With the change in presidential administrations, some are demanding that President Joe Biden fire the current commissioner, Andrew Saul, of the Social Security Administration (SSA), appointed by President Donald Trump. Under current law, Saul may stay in office through the end of his term (another four years), although a recent Supreme Court decision does put the law around independent agencies into constitutional question. Legal and political issues aside, what is, as a matter of good public policy, the correct governance and political structure for this massive, critical federal agency, with considerable decision-making authority and policy responsibility?
The idea behind independent agencies, like SSA, is that for stability of operations and to ensure public trust, distance is needed from political control in order to protect them from the vagaries of personalities and the shifting policy and political priorities of administrations. In particular, large sensitive computer systems, complex business processes, a nationwide network of field and hearings offices, and detailed rules and regulations demand considerable expertise and skilled management, often including long planning horizons.
The problem with this model of independence is that can produce too large a degree of autonomy and self-perpetuation and a lack of full responsiveness to the executive responsibility of the president. SSA has been independent since 1995, and for long stretches it has been largely run by long-serving career civil servants who interact with, and are supervised by, other career civil servants at the Office of Management and Budget. There are many policy issues that are decided by the commissioner of SSA, many priorities set and resources allocated, laws and regulations interpreted, partnerships with external and advocacy groups established, and regulatory efforts started, that he or she can implement independently of an administration accountable to voters.
For a recent example of this independence, the publication of a controversial regulation supported by the Trump administration did not proceed at the end of the term. This regulation contained a sensible reform pertaining to continuing disability reviews — designed to encourage disabled beneficiaries who are able to return to work to do so while their skills and job connections are still viable. Similarly, a nearly 10-year-long and roughly $300 million effort to modernize the vocational rules governing the eligibility for disability benefits to reflect the best evidence on the requirements and conditions of the current workplace was not published, despite advance notice, at the turn of administrations.
So there is an open question of what is the right balance for governance, and no answer will be perfect.
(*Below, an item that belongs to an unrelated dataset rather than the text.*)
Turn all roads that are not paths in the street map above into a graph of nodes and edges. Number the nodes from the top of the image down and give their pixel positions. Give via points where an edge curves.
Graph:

In the past, some proposed a bipartisan or nonpartisan board structure for SSA, like the Federal Reserve or the SEC, but what works for those largely policy and legal agencies will not work for a large operational agency with the need for strong unitary leadership. Or there is the IRS model, which also has a commissioner with a term independent of the president. The IRS, however, is clearly part of the Treasury Department, stocked with political leadership, appointed by the president or the Treasury Secretary, with whom the IRS’ many regulations are designed and written. But with what Cabinet agency could SSA be paired that it wouldn’t overwhelm? Or SSA could go more fully political, with a commissioner and deputy commissioner under authority of the president and a full complement of appointed political officials. This too is unsatisfactory because, for the most part, SSA needs structural stability for efficient and impartial administration and design of its programs.
In my view, the best improvements are relatively small changes. SSA should be made a Cabinet-level agency, the commissioner given a term and authority tied explicitly to the president, while the deputy commissioner, exclusively responsible for operations and systems, would have a longer, independent term, to also tide the agency over when there are delays in confirmations. Also a few senior positions at SSA, like the policy chief, general counsel and head of congressional relations, should be clearly tied with the presidential administration, to be confirmed by the Senate.
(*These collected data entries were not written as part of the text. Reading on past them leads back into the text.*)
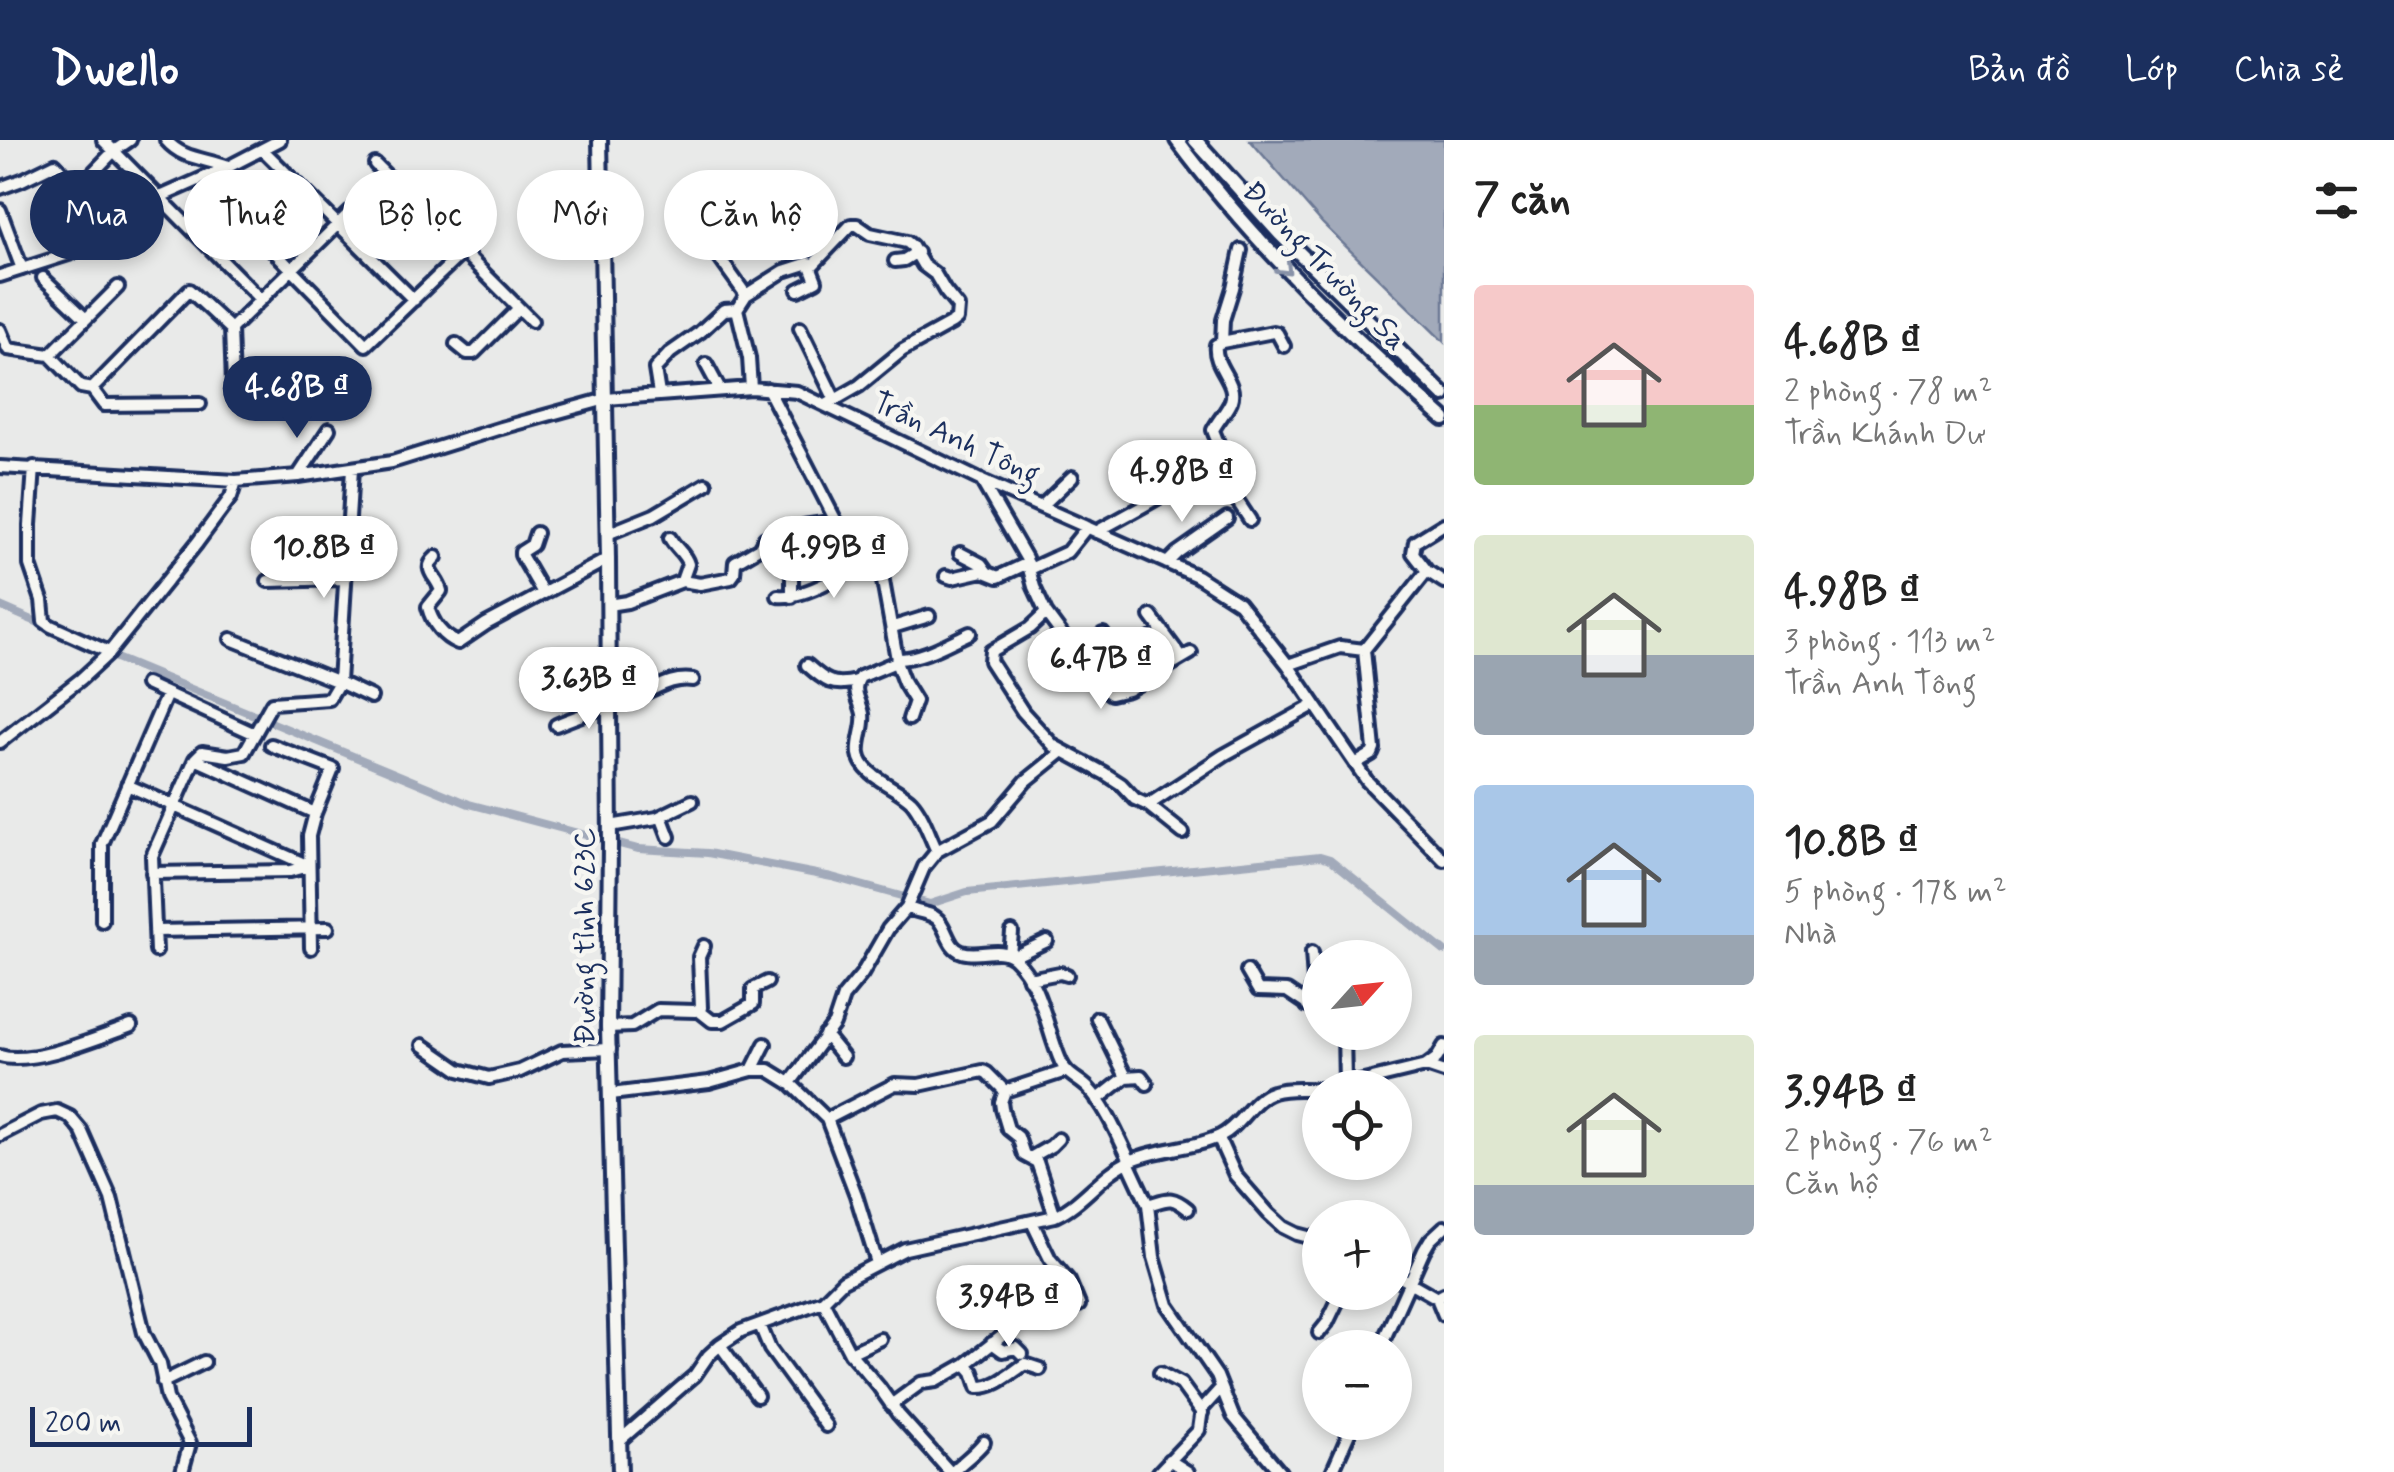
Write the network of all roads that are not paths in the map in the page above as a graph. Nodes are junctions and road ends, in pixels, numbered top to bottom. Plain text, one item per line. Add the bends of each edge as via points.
1 (103, 140) edge
2 (130, 140) edge
3 (166, 140) edge
4 (280, 140) edge
5 (600, 140) edge
6 (1177, 140) edge
7 (1195, 140) edge
8 (264, 150) junction
9 (114, 151) junction
10 (374, 164) dead end
11 (228, 167) junction
12 (133, 170) edge
13 (380, 170) edge
14 (0, 188) edge
15 (164, 195) edge
16 (164, 201) edge
17 (0, 210) edge
18 (343, 219) edge
19 (338, 224) junction
20 (1241, 250) dead end
21 (916, 252) junction
22 (49, 260) edge
23 (282, 260) edge
24 (454, 260) edge
25 (470, 260) edge
26 (721, 260) edge
27 (895, 261) dead end
28 (772, 262) dead end
29 (812, 266) junction
30 (22, 268) junction
31 (292, 270) junction
32 (782, 274) junction
33 (0, 276) edge
34 (43, 278) dead end
35 (118, 287) dead end
36 (798, 290) dead end
37 (746, 294) junction
38 (261, 300) junction
39 (414, 300) junction
40 (518, 309) junction
41 (738, 309) junction
42 (86, 319) junction
43 (532, 321) dead end
44 (800, 328) dead end
45 (231, 329) junction
46 (0, 330) edge
47 (1222, 342) junction
48 (456, 344) dead end
49 (1284, 346) dead end
50 (50, 354) junction
51 (706, 364) dead end
52 (233, 384) dead end
53 (751, 388) junction
54 (92, 389) junction
55 (768, 389) junction
56 (720, 390) junction
57 (660, 394) junction
58 (1444, 395) edge
59 (606, 399) junction
60 (830, 403) junction
61 (200, 404) dead end
62 (1444, 419) edge
63 (329, 428) dead end
64 (1214, 464) junction
65 (0, 466) edge
66 (34, 468) junction
67 (352, 469) junction
68 (298, 476) junction
69 (1072, 477) dead end
70 (980, 480) junction
71 (236, 481) junction
72 (706, 484) dead end
73 (1042, 506) junction
74 (1227, 518) dead end
75 (1250, 520) dead end
76 (836, 521) junction
77 (1444, 524) edge
78 (281, 530) dead end
79 (1091, 530) junction
80 (348, 533) junction
81 (536, 533) dead end
82 (607, 534) junction
83 (670, 538) dead end
84 (868, 552) junction
85 (960, 553) dead end
86 (436, 557) dead end
87 (608, 560) junction
88 (1167, 562) junction
89 (1029, 566) junction
90 (792, 568) dead end
91 (1427, 571) junction
92 (986, 572) junction
93 (946, 576) dead end
94 (346, 579) junction
95 (268, 581) dead end
96 (682, 581) junction
97 (1444, 582) edge
98 (543, 593) junction
99 (778, 596) dead end
100 (792, 597) junction
101 (608, 605) junction
102 (1046, 612) junction
103 (929, 616) dead end
104 (1151, 616) dead end
105 (892, 627) junction
106 (1163, 632) junction
107 (970, 633) dead end
108 (1103, 634) dead end
109 (231, 639) dead end
110 (1364, 650) junction
111 (108, 654) junction
112 (1077, 654) junction
113 (897, 660) junction
114 (1288, 665) junction
115 (807, 666) dead end
116 (1092, 676) junction
117 (694, 680) dead end
118 (857, 681) junction
119 (340, 682) junction
120 (146, 684) dead end
121 (167, 694) junction
122 (372, 697) dead end
123 (608, 704) junction
124 (1314, 705) junction
125 (909, 719) dead end
126 (556, 725) dead end
127 (255, 734) junction
128 (0, 742) edge
129 (271, 745) dead end
130 (1063, 751) junction
131 (195, 759) junction
132 (1355, 764) junction
133 (127, 786) junction
134 (664, 796) dead end
135 (692, 801) dead end
136 (1148, 804) junction
137 (174, 806) junction
138 (315, 814) junction
139 (664, 814) junction
140 (1183, 833) dead end
141 (610, 837) junction
142 (669, 837) dead end
143 (936, 851) junction
144 (1444, 860) edge
145 (309, 866) junction
146 (152, 873) junction
147 (909, 901) junction
148 (102, 920) dead end
149 (311, 928) junction
150 (328, 928) dead end
151 (155, 931) junction
152 (1012, 932) dead end
153 (1048, 941) dead end
154 (704, 946) dead end
155 (311, 948) dead end
156 (156, 951) dead end
157 (1012, 956) junction
158 (1247, 971) dead end
159 (1067, 975) dead end
160 (1029, 979) junction
161 (767, 982) dead end
162 (715, 990) dead end
163 (1302, 1002) edge
164 (699, 1005) junction
165 (1098, 1018) dead end
166 (132, 1026) dead end
167 (608, 1026) junction
168 (825, 1036) junction
169 (765, 1044) dead end
170 (423, 1045) dead end
171 (1444, 1046) edge
172 (610, 1049) junction
173 (0, 1056) edge
174 (843, 1057) dead end
175 (1426, 1066) junction
176 (752, 1070) junction
177 (1409, 1070) edge
178 (1066, 1071) junction
179 (1444, 1072) edge
180 (1126, 1077) junction
181 (790, 1083) junction
182 (1147, 1084) dead end
183 (1302, 1088) edge
184 (1005, 1091) junction
185 (611, 1094) junction
186 (1097, 1100) junction
187 (827, 1119) junction
188 (0, 1134) edge
189 (1218, 1137) junction
190 (1058, 1140) dead end
191 (1030, 1158) junction
192 (1129, 1161) junction
193 (1148, 1205) junction
194 (1188, 1209) dead end
195 (1055, 1216) junction
196 (1032, 1222) junction
197 (1444, 1227) edge
198 (1302, 1235) edge
199 (877, 1263) junction
200 (1412, 1277) edge
201 (1412, 1282) edge
202 (1440, 1296) edge
203 (824, 1301) junction
204 (1080, 1305) dead end
205 (1033, 1312) dead end
206 (1444, 1315) edge
207 (760, 1325) junction
208 (880, 1338) dead end
209 (992, 1343) junction
210 (720, 1345) junction
211 (850, 1353) junction
212 (1022, 1354) dead end
213 (204, 1362) dead end
214 (966, 1364) junction
215 (1040, 1369) dead end
216 (1160, 1374) dead end
217 (163, 1382) junction
218 (1220, 1388) junction
219 (757, 1396) dead end
220 (891, 1404) junction
221 (1202, 1413) junction
222 (826, 1426) dead end
223 (1346, 1440) edge
224 (619, 1441) junction
225 (984, 1442) dead end
226 (1169, 1460) junction
227 (182, 1472) edge
228 (620, 1472) edge
229 (951, 1472) edge
230 (1160, 1472) edge
231 (1188, 1472) edge
232 (1280, 1472) edge
233 (1332, 1472) edge

1 - 9 street
2 - 9 street
3 - 11 street via 195,160
4 - 8 street
5 - 59 main road, Đường tỉnh 623C
6 -> 62 main road, Đường Trường Sa via 1262,244
7 - 58 main road, Đường Trường Sa
8 - 11 street
8 - 19 street
9 - 12 street
9 - 14 street via 81,182 55,164
10 - 13 street
11 - 15 street
16 - 38 street
17 - 30 street
18 - 19 street
19 - 31 street
19 - 39 street
20 - 47 street
21 - 27 street
21 - 29 street via 907,242 851,225
21 - 60 street via 958,307 957,320
22 - 30 street
23 - 31 street
24 - 39 street
25 - 40 street
26 - 37 street
28 - 32 street
29 - 32 street
29 - 36 street via 816,281
30 - 33 street
31 - 38 street
31 - 39 street via 366,345
32 - 37 street
34 - 42 street
35 - 42 street
37 - 41 street
38 - 45 street
40 - 43 street
40 - 48 street via 474,352
41 - 53 street
41 - 57 street via 724,310 655,369
42 - 50 street
44 - 60 street
45 - 52 street
45 - 54 street via 190,290
46 - 50 street via 8,350
47 - 49 street via 1273,332
47 - 64 street via 1215,357 1232,398 1213,430 1220,450
50 - 54 street
51 - 56 street
53 - 55 street, Trần Anh Tông
53 - 56 street, Trần Anh Tông
54 - 61 street via 104,405
55 - 60 street, Trần Anh Tông
55 - 76 street
56 - 57 street, Trần Anh Tông
57 - 59 street, Trần Anh Tông
59 - 67 street, Trần Anh Tông
59 - 82 main road, Đường tỉnh 623C
60 - 70 street, Trần Anh Tông
63 - 68 street
64 - 75 street
64 - 79 street
65 - 66 street, Trần Anh Tông
66 - 71 street, Trần Anh Tông
66 - 111 street via 30,565 44,620
67 - 68 street, Trần Anh Tông
67 - 80 street
68 - 71 street, Trần Anh Tông
69 - 73 street
70 - 73 street, Trần Anh Tông
70 - 89 street
71 - 111 street via 197,543
72 - 82 street
73 - 79 street, Trần Anh Tông
74 - 88 street
76 - 84 street
76 - 96 street via 765,538 734,562 731,578
77 - 91 street via 1414,546
78 - 80 street
79 - 88 street, Trần Anh Tông
79 - 89 street via 1067,552
80 - 94 street
81 - 98 street via 521,555
82 - 87 main road, Đường tỉnh 623C
83 - 96 street via 688,564
84 - 100 street via 829,581
84 - 105 street via 881,570
85 - 92 street
86 - 98 street via 428,568 441,591 428,608 454,642
87 - 98 street
87 - 101 main road, Đường tỉnh 623C
88 - 114 street, Trần Anh Tông via 1239,603
89 - 92 street via 998,577
89 - 102 street
90 - 100 street
91 - 97 street
91 - 110 street
92 - 93 street
94 - 95 street
94 - 119 street
96 - 101 street
99 - 100 street
101 - 123 main road, Đường tỉnh 623C
102 - 112 street
102 - 130 street via 990,656 1022,712
103 - 105 street
104 - 106 street
105 - 113 street
106 - 116 street
106 - 116 street via 1187,655 1115,694
107 - 113 street
108 - 112 street
109 - 119 street
110 - 114 street via 1340,647
110 - 132 street via 1374,750
111 - 128 street
112 - 116 street
113 - 118 street
113 - 125 street via 915,701
114 - 124 street, Trần Anh Tông
115 - 118 street via 831,683
117 - 123 street via 669,680
118 - 143 street via 864,718 860,759 914,805
119 - 122 street
119 - 127 street via 328,699 272,702
120 - 121 street
121 - 127 street
121 - 133 street
123 - 126 street
123 - 141 main road, Đường tỉnh 623C
124 - 132 street, Trần Anh Tông
124 - 136 street
127 - 131 street via 244,753 202,752
129 - 138 street via 332,769
130 - 136 street
130 - 143 street via 994,810 986,825
131 - 137 street
131 - 138 street
132 - 144 street, Trần Anh Tông
133 - 137 street
133 - 148 street via 102,844
134 - 139 street
135 - 139 street
136 - 140 street
137 - 145 street
137 - 146 street via 152,856
138 - 145 street
139 - 141 street
139 - 142 street
141 - 167 main road, Đường tỉnh 623C
143 - 147 street
145 - 146 street
145 - 149 street
146 - 151 street
147 - 157 street via 915,912 937,918 960,952
147 - 168 street via 843,997
149 - 150 street
149 - 151 street
149 - 155 street
151 - 156 street
152 - 157 street
153 - 157 street
154 - 164 street
157 - 160 street
158 - 163 street via 1258,990 1287,991
159 - 160 street
160 - 178 street
161 - 164 street via 753,989 753,1004 729,1018 712,1021
162 - 164 street
164 - 167 street via 658,1010 632,1026
165 - 180 street
166 - 173 street via 64,1050
167 - 172 main road, Đường tỉnh 623C
168 - 174 street
168 - 181 street
169 - 176 street
170 - 172 street via 458,1070 489,1078 562,1051
171 - 175 street
172 - 185 main road, Đường tỉnh 623C
175 - 177 street
175 - 179 street
176 - 181 street via 769,1070
176 - 185 street
178 - 184 street
178 - 186 street
180 - 182 street via 1141,1076
180 - 186 street
181 - 187 street
183 - 189 street via 1269,1092
184 - 187 street via 983,1072 894,1084
184 - 191 street via 1008,1129
185 - 224 main road, Đường tỉnh 623C
186 - 192 street
187 - 199 street
188 - 217 street via 57,1111 81,1130 111,1198 137,1312
189 - 192 street
189 - 198 street via 1235,1174 1268,1214
190 - 191 street
191 - 195 street
192 - 193 street
192 - 195 street
193 - 194 street via 1170,1198
193 - 218 street via 1168,1304
195 - 196 street
196 - 199 street via 905,1249
196 - 204 street
197 - 200 street
199 - 203 street via 842,1280
201 - 202 street
202 - 206 street
203 - 207 street
203 - 211 street
205 - 209 street
207 - 210 street
207 - 222 street
208 - 211 street
209 - 212 street
209 - 214 street
210 - 219 street
210 - 224 street
211 - 220 street
213 - 217 street
214 - 215 street via 982,1388 1025,1364
214 - 220 street via 936,1382 921,1382
216 - 221 street via 1181,1384
217 - 227 street via 190,1443
218 - 221 street
218 - 232 street via 1242,1429
220 - 229 street
221 - 226 street via 1199,1430
223 - 233 street
224 - 228 main road, Đường tỉnh 623C
225 - 229 street
226 - 230 street
226 - 231 street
Andrew Saul should be left to fill out his term, to bring to fruition his plans to enhance service to the public and to bring needed modern regulations to completion. The president and Congress should take the resulting time to design and propose legislative changes to the political and governance structure of SSA. Democracy is a work in progress, including for SSA. We can improve it.
Mark J. Warshawsky was deputy commissioner of Retirement and Disability Policy at SSA until Jan. 20. He was also a member of the Social Security Advisory Board and has worked, in both career and political capacities, at the Federal Reserve, IRS and Treasury. He wrote this for the Baltimore Sun.